Task requirements.
Return the records exactly, keeping every line as it is.

[Saved entries]
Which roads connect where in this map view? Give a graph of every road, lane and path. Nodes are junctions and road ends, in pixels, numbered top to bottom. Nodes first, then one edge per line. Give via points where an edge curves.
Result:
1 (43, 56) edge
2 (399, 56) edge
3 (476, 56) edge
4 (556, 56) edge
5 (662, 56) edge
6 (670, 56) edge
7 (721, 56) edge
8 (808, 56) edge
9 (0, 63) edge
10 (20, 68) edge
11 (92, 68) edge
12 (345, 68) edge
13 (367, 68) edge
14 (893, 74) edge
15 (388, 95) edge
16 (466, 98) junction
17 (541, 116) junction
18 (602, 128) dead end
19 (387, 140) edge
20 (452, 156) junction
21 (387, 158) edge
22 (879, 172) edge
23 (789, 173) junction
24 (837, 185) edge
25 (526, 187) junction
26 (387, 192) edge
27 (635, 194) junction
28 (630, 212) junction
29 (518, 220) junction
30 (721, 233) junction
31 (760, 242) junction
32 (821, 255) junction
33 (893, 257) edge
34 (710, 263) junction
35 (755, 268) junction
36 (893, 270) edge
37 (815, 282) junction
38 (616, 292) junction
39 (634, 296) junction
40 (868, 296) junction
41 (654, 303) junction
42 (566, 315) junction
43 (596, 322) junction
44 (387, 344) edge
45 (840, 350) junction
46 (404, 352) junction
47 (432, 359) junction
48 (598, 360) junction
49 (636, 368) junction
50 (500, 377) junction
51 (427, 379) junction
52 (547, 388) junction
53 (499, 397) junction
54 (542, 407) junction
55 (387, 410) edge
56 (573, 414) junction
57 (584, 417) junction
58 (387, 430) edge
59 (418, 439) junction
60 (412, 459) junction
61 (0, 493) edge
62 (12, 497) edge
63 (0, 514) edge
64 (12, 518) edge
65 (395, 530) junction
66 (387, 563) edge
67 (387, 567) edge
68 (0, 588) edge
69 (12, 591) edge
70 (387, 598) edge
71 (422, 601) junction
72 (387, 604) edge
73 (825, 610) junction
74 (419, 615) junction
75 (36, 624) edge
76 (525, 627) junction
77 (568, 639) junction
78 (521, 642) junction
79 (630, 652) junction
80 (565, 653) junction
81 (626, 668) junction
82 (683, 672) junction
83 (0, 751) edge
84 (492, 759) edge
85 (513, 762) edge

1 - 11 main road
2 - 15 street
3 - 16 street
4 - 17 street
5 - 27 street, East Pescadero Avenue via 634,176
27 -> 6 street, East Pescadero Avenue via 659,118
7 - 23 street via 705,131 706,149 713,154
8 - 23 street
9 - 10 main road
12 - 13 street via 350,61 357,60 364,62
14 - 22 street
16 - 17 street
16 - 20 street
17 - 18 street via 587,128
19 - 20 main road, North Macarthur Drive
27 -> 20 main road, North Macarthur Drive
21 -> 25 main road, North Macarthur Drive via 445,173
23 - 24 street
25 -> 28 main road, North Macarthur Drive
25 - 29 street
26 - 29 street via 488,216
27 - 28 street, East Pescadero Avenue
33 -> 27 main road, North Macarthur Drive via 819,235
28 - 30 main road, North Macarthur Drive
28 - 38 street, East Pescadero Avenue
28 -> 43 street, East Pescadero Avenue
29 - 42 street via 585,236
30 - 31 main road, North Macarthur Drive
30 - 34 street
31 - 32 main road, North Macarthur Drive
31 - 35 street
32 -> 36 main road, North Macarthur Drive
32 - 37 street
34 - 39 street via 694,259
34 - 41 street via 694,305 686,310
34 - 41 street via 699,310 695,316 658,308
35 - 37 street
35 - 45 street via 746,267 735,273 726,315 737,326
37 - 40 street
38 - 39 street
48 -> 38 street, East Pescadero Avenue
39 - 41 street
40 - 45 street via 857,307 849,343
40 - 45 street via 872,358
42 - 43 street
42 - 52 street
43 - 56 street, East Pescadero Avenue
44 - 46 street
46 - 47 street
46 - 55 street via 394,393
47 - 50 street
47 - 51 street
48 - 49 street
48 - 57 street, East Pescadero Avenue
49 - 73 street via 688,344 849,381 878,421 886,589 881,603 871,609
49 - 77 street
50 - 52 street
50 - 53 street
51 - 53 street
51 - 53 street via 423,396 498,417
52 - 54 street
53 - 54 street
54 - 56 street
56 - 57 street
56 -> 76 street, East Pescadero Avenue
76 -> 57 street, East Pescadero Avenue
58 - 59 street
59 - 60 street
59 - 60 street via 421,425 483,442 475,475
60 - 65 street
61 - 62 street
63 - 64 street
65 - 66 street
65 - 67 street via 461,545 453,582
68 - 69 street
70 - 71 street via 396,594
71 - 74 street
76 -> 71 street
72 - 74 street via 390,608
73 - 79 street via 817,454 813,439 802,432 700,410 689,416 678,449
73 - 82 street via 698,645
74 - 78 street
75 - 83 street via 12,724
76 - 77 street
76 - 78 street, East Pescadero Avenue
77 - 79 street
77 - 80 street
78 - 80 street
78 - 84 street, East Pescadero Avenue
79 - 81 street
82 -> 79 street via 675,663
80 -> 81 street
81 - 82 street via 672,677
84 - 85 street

Result of this exercise.
Which roads connect where in this map view? Give a graph of every road, lane and path. Nodes are junctions and road ends, in pixels, numbered top to bottom. Nodes first, then one edge per line. Give via points where an edge curves.
Result:
1 (43, 56) edge
2 (399, 56) edge
3 (476, 56) edge
4 (556, 56) edge
5 (662, 56) edge
6 (670, 56) edge
7 (721, 56) edge
8 (808, 56) edge
9 (0, 63) edge
10 (20, 68) edge
11 (92, 68) edge
12 (345, 68) edge
13 (367, 68) edge
14 (893, 74) edge
15 (388, 95) edge
16 (466, 98) junction
17 (541, 116) junction
18 (602, 128) dead end
19 (387, 140) edge
20 (452, 156) junction
21 (387, 158) edge
22 (879, 172) edge
23 (789, 173) junction
24 (837, 185) edge
25 (526, 187) junction
26 (387, 192) edge
27 (635, 194) junction
28 (630, 212) junction
29 (518, 220) junction
30 (721, 233) junction
31 (760, 242) junction
32 (821, 255) junction
33 (893, 257) edge
34 (710, 263) junction
35 (755, 268) junction
36 (893, 270) edge
37 (815, 282) junction
38 (616, 292) junction
39 (634, 296) junction
40 (868, 296) junction
41 (654, 303) junction
42 (566, 315) junction
43 (596, 322) junction
44 (387, 344) edge
45 (840, 350) junction
46 (404, 352) junction
47 (432, 359) junction
48 (598, 360) junction
49 (636, 368) junction
50 (500, 377) junction
51 (427, 379) junction
52 (547, 388) junction
53 (499, 397) junction
54 (542, 407) junction
55 (387, 410) edge
56 (573, 414) junction
57 (584, 417) junction
58 (387, 430) edge
59 (418, 439) junction
60 (412, 459) junction
61 (0, 493) edge
62 (12, 497) edge
63 (0, 514) edge
64 (12, 518) edge
65 (395, 530) junction
66 (387, 563) edge
67 (387, 567) edge
68 (0, 588) edge
69 (12, 591) edge
70 (387, 598) edge
71 (422, 601) junction
72 (387, 604) edge
73 (825, 610) junction
74 (419, 615) junction
75 (36, 624) edge
76 (525, 627) junction
77 (568, 639) junction
78 (521, 642) junction
79 (630, 652) junction
80 (565, 653) junction
81 (626, 668) junction
82 (683, 672) junction
83 (0, 751) edge
84 (492, 759) edge
85 (513, 762) edge

1 - 11 main road
2 - 15 street
3 - 16 street
4 - 17 street
5 - 27 street, East Pescadero Avenue via 634,176
27 -> 6 street, East Pescadero Avenue via 659,118
7 - 23 street via 705,131 706,149 713,154
8 - 23 street
9 - 10 main road
12 - 13 street via 350,61 357,60 364,62
14 - 22 street
16 - 17 street
16 - 20 street
17 - 18 street via 587,128
19 - 20 main road, North Macarthur Drive
27 -> 20 main road, North Macarthur Drive
21 -> 25 main road, North Macarthur Drive via 445,173
23 - 24 street
25 -> 28 main road, North Macarthur Drive
25 - 29 street
26 - 29 street via 488,216
27 - 28 street, East Pescadero Avenue
33 -> 27 main road, North Macarthur Drive via 819,235
28 - 30 main road, North Macarthur Drive
28 - 38 street, East Pescadero Avenue
28 -> 43 street, East Pescadero Avenue
29 - 42 street via 585,236
30 - 31 main road, North Macarthur Drive
30 - 34 street
31 - 32 main road, North Macarthur Drive
31 - 35 street
32 -> 36 main road, North Macarthur Drive
32 - 37 street
34 - 39 street via 694,259
34 - 41 street via 694,305 686,310
34 - 41 street via 699,310 695,316 658,308
35 - 37 street
35 - 45 street via 746,267 735,273 726,315 737,326
37 - 40 street
38 - 39 street
48 -> 38 street, East Pescadero Avenue
39 - 41 street
40 - 45 street via 857,307 849,343
40 - 45 street via 872,358
42 - 43 street
42 - 52 street
43 - 56 street, East Pescadero Avenue
44 - 46 street
46 - 47 street
46 - 55 street via 394,393
47 - 50 street
47 - 51 street
48 - 49 street
48 - 57 street, East Pescadero Avenue
49 - 73 street via 688,344 849,381 878,421 886,589 881,603 871,609
49 - 77 street
50 - 52 street
50 - 53 street
51 - 53 street
51 - 53 street via 423,396 498,417
52 - 54 street
53 - 54 street
54 - 56 street
56 - 57 street
56 -> 76 street, East Pescadero Avenue
76 -> 57 street, East Pescadero Avenue
58 - 59 street
59 - 60 street
59 - 60 street via 421,425 483,442 475,475
60 - 65 street
61 - 62 street
63 - 64 street
65 - 66 street
65 - 67 street via 461,545 453,582
68 - 69 street
70 - 71 street via 396,594
71 - 74 street
76 -> 71 street
72 - 74 street via 390,608
73 - 79 street via 817,454 813,439 802,432 700,410 689,416 678,449
73 - 82 street via 698,645
74 - 78 street
75 - 83 street via 12,724
76 - 77 street
76 - 78 street, East Pescadero Avenue
77 - 79 street
77 - 80 street
78 - 80 street
78 - 84 street, East Pescadero Avenue
79 - 81 street
82 -> 79 street via 675,663
80 -> 81 street
81 - 82 street via 672,677
84 - 85 street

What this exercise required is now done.